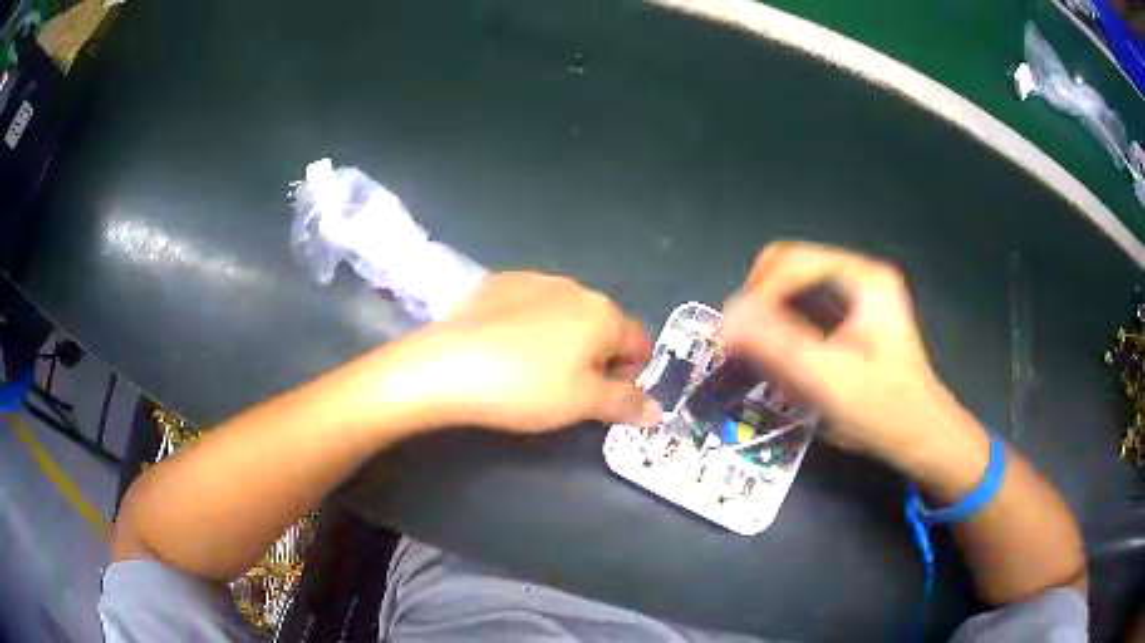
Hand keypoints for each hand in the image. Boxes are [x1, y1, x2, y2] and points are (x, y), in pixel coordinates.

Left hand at [382, 272, 661, 432]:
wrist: (448, 365)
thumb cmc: (526, 388)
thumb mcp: (582, 404)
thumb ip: (625, 403)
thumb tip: (658, 410)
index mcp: (604, 314)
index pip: (639, 342)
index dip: (632, 373)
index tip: (611, 398)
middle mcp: (575, 288)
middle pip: (603, 325)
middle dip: (599, 356)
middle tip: (572, 389)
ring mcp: (534, 280)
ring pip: (566, 313)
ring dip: (565, 338)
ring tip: (535, 369)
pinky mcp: (499, 282)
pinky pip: (530, 305)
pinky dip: (531, 324)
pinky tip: (507, 347)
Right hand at [718, 242, 966, 464]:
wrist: (920, 435)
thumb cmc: (884, 410)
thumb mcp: (830, 381)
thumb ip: (779, 347)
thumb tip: (726, 323)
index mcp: (864, 279)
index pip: (793, 263)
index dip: (757, 296)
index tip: (731, 335)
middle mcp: (859, 276)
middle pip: (789, 266)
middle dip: (759, 303)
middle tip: (741, 342)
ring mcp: (856, 294)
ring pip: (792, 286)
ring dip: (768, 317)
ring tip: (760, 355)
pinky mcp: (851, 315)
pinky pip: (803, 306)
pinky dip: (783, 328)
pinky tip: (783, 360)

## Exercise details:
What lines above hold the word "index"? List them all.

## Reply to the task:
index mcp: (604, 314)
index pip: (639, 342)
index dip: (632, 373)
index tip: (611, 398)
index mcp: (864, 279)
index pip: (793, 263)
index dip: (757, 296)
index tip: (731, 335)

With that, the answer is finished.